-- Records for processing --

[Start of Attachment]

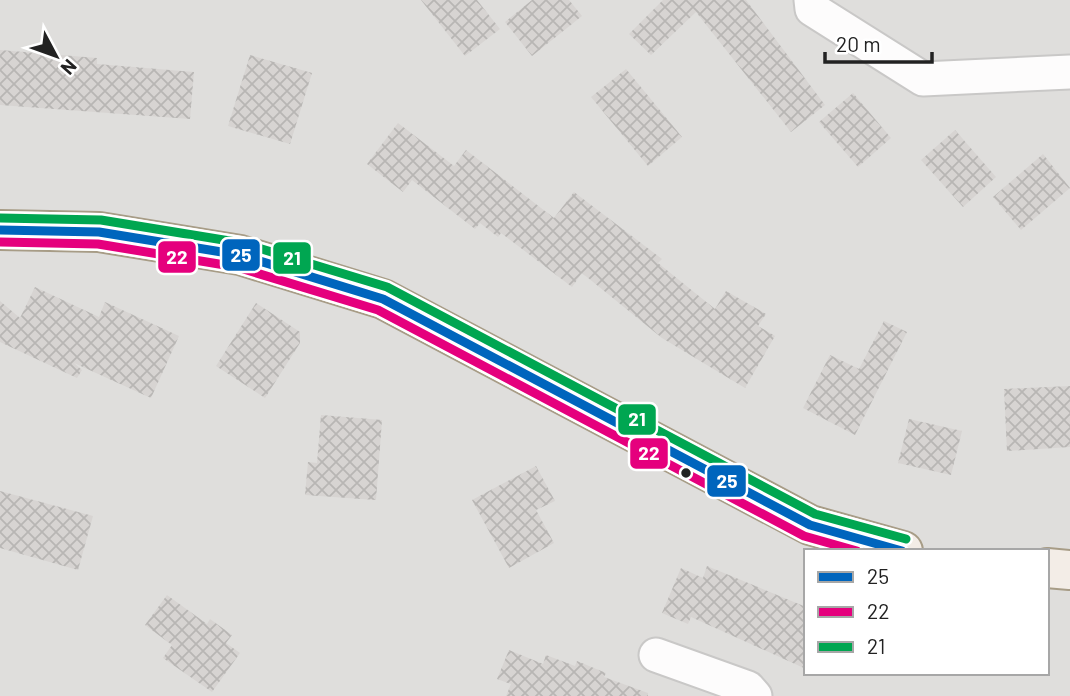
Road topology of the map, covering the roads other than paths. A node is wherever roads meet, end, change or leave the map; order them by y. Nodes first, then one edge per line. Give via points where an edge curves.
1 (811, 0) edge
2 (1070, 72) edge
3 (0, 230) edge
4 (896, 549) edge
5 (1049, 568) edge
6 (1070, 570) edge
7 (656, 655) dead end
8 (755, 696) edge

1 - 2 street via 812,9 923,79
3 - 4 main road via 99,232 240,255 383,299 810,525
5 - 6 main road
7 - 8 street via 748,688

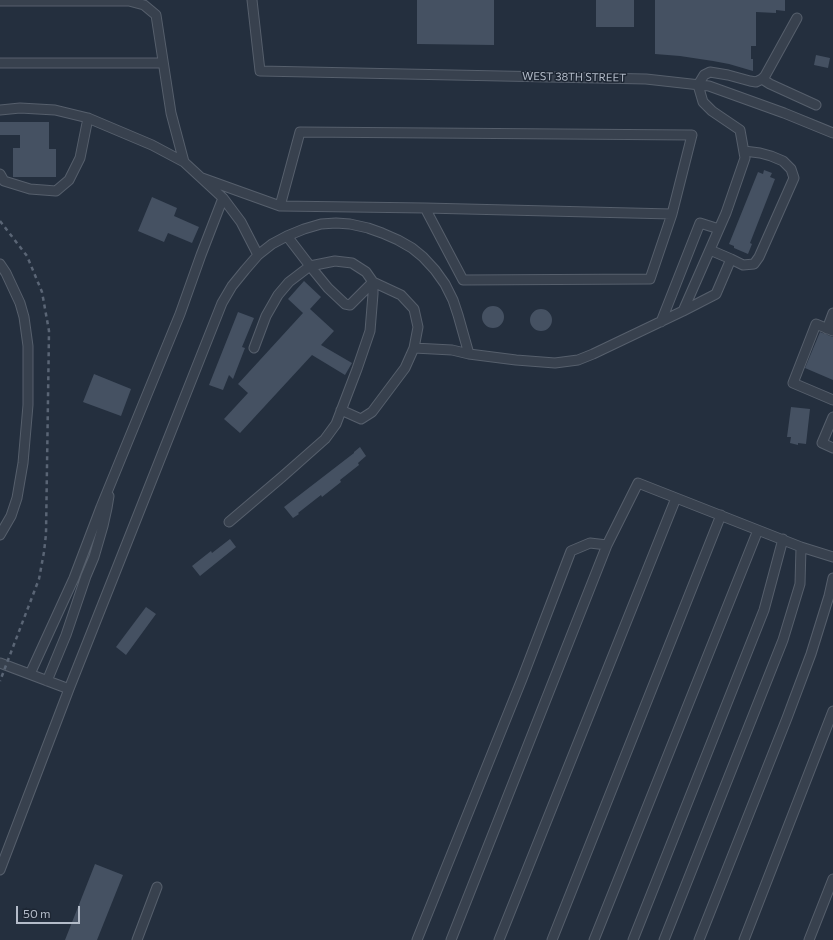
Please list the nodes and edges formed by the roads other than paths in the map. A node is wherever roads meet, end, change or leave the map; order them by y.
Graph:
1 (252, 0) edge
2 (0, 1) edge
3 (797, 18) dead end
4 (0, 63) edge
5 (163, 63) junction
6 (762, 79) junction
7 (698, 85) junction
8 (816, 105) dead end
9 (0, 110) edge
10 (88, 118) junction
11 (833, 133) edge
12 (744, 151) junction
13 (184, 162) junction
14 (0, 174) edge
15 (202, 178) junction
16 (223, 198) junction
17 (280, 206) junction
18 (425, 208) junction
19 (672, 214) junction
20 (719, 229) junction
21 (287, 236) junction
22 (710, 250) junction
23 (258, 255) junction
24 (731, 259) junction
25 (0, 264) edge
26 (310, 266) junction
27 (373, 282) junction
28 (683, 311) junction
29 (833, 313) edge
30 (661, 322) junction
31 (830, 330) edge
32 (254, 348) dead end
33 (414, 348) junction
34 (468, 354) junction
35 (833, 400) edge
36 (341, 410) junction
37 (833, 419) edge
38 (833, 448) edge
39 (110, 484) junction
40 (676, 498) junction
41 (721, 515) junction
42 (229, 522) dead end
43 (758, 530) junction
44 (0, 535) edge
45 (782, 539) junction
46 (607, 545) junction
47 (801, 547) junction
48 (833, 557) edge
49 (833, 578) edge
50 (0, 663) edge
51 (30, 674) junction
52 (47, 681) junction
53 (69, 689) junction
54 (833, 711) edge
55 (0, 870) edge
56 (833, 880) edge
57 (158, 887) dead end
58 (137, 940) edge
59 (417, 940) edge
60 (451, 940) edge
61 (499, 940) edge
62 (552, 940) edge
63 (594, 940) edge
64 (633, 940) edge
65 (664, 940) edge
66 (699, 940) edge
67 (744, 940) edge
68 (809, 940) edge

1 - 7 street, WEST 38TH STREET
2 - 5 street
3 - 6 street
4 - 5 street
5 - 13 street
6 - 7 street
6 - 8 street
7 - 11 street, WEST 38TH STREET
7 - 12 street
9 - 10 street
10 - 13 street
10 - 14 street
12 - 20 street
12 - 24 street
13 - 15 street
15 - 16 street
15 - 17 street
16 - 23 street
16 - 39 street
17 - 18 street
17 - 19 street
18 - 19 street
18 - 19 street
20 - 22 street
20 - 30 street
21 - 23 street
21 - 26 street
21 - 34 street
22 - 24 street
22 - 28 street
23 - 53 street
24 - 28 street
25 - 44 street
26 - 27 street
26 - 27 street
26 - 32 street
27 - 33 street
27 - 36 street
28 - 30 street
29 - 31 street
30 - 34 street
31 - 35 street
33 - 34 street
33 - 36 street
36 - 42 street
37 - 38 street
39 - 51 street
39 - 52 street
40 - 41 street
40 - 46 street
40 - 61 street
41 - 43 street
41 - 62 street
43 - 45 street
43 - 63 street
45 - 47 street
45 - 64 street
46 - 59 street
46 - 60 street
47 - 48 street
47 - 65 street
49 - 66 street
50 - 51 street
51 - 52 street
52 - 53 street
53 - 55 street
54 - 67 street
56 - 68 street
57 - 58 street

[End of Attachment]

-- Your assignment --
Copy every record verbatim while leaving each picture out.

-- Answer to the exercise --
Road topology of the map, covering the roads other than paths. A node is wherever roads meet, end, change or leave the map; order them by y. Nodes first, then one edge per line. Give via points where an edge curves.
1 (811, 0) edge
2 (1070, 72) edge
3 (0, 230) edge
4 (896, 549) edge
5 (1049, 568) edge
6 (1070, 570) edge
7 (656, 655) dead end
8 (755, 696) edge

1 - 2 street via 812,9 923,79
3 - 4 main road via 99,232 240,255 383,299 810,525
5 - 6 main road
7 - 8 street via 748,688

Please list the nodes and edges formed by the roads other than paths in the map. A node is wherever roads meet, end, change or leave the map; order them by y.
Graph:
1 (252, 0) edge
2 (0, 1) edge
3 (797, 18) dead end
4 (0, 63) edge
5 (163, 63) junction
6 (762, 79) junction
7 (698, 85) junction
8 (816, 105) dead end
9 (0, 110) edge
10 (88, 118) junction
11 (833, 133) edge
12 (744, 151) junction
13 (184, 162) junction
14 (0, 174) edge
15 (202, 178) junction
16 (223, 198) junction
17 (280, 206) junction
18 (425, 208) junction
19 (672, 214) junction
20 (719, 229) junction
21 (287, 236) junction
22 (710, 250) junction
23 (258, 255) junction
24 (731, 259) junction
25 (0, 264) edge
26 (310, 266) junction
27 (373, 282) junction
28 (683, 311) junction
29 (833, 313) edge
30 (661, 322) junction
31 (830, 330) edge
32 (254, 348) dead end
33 (414, 348) junction
34 (468, 354) junction
35 (833, 400) edge
36 (341, 410) junction
37 (833, 419) edge
38 (833, 448) edge
39 (110, 484) junction
40 (676, 498) junction
41 (721, 515) junction
42 (229, 522) dead end
43 (758, 530) junction
44 (0, 535) edge
45 (782, 539) junction
46 (607, 545) junction
47 (801, 547) junction
48 (833, 557) edge
49 (833, 578) edge
50 (0, 663) edge
51 (30, 674) junction
52 (47, 681) junction
53 (69, 689) junction
54 (833, 711) edge
55 (0, 870) edge
56 (833, 880) edge
57 (158, 887) dead end
58 (137, 940) edge
59 (417, 940) edge
60 (451, 940) edge
61 (499, 940) edge
62 (552, 940) edge
63 (594, 940) edge
64 (633, 940) edge
65 (664, 940) edge
66 (699, 940) edge
67 (744, 940) edge
68 (809, 940) edge

1 - 7 street, WEST 38TH STREET
2 - 5 street
3 - 6 street
4 - 5 street
5 - 13 street
6 - 7 street
6 - 8 street
7 - 11 street, WEST 38TH STREET
7 - 12 street
9 - 10 street
10 - 13 street
10 - 14 street
12 - 20 street
12 - 24 street
13 - 15 street
15 - 16 street
15 - 17 street
16 - 23 street
16 - 39 street
17 - 18 street
17 - 19 street
18 - 19 street
18 - 19 street
20 - 22 street
20 - 30 street
21 - 23 street
21 - 26 street
21 - 34 street
22 - 24 street
22 - 28 street
23 - 53 street
24 - 28 street
25 - 44 street
26 - 27 street
26 - 27 street
26 - 32 street
27 - 33 street
27 - 36 street
28 - 30 street
29 - 31 street
30 - 34 street
31 - 35 street
33 - 34 street
33 - 36 street
36 - 42 street
37 - 38 street
39 - 51 street
39 - 52 street
40 - 41 street
40 - 46 street
40 - 61 street
41 - 43 street
41 - 62 street
43 - 45 street
43 - 63 street
45 - 47 street
45 - 64 street
46 - 59 street
46 - 60 street
47 - 48 street
47 - 65 street
49 - 66 street
50 - 51 street
51 - 52 street
52 - 53 street
53 - 55 street
54 - 67 street
56 - 68 street
57 - 58 street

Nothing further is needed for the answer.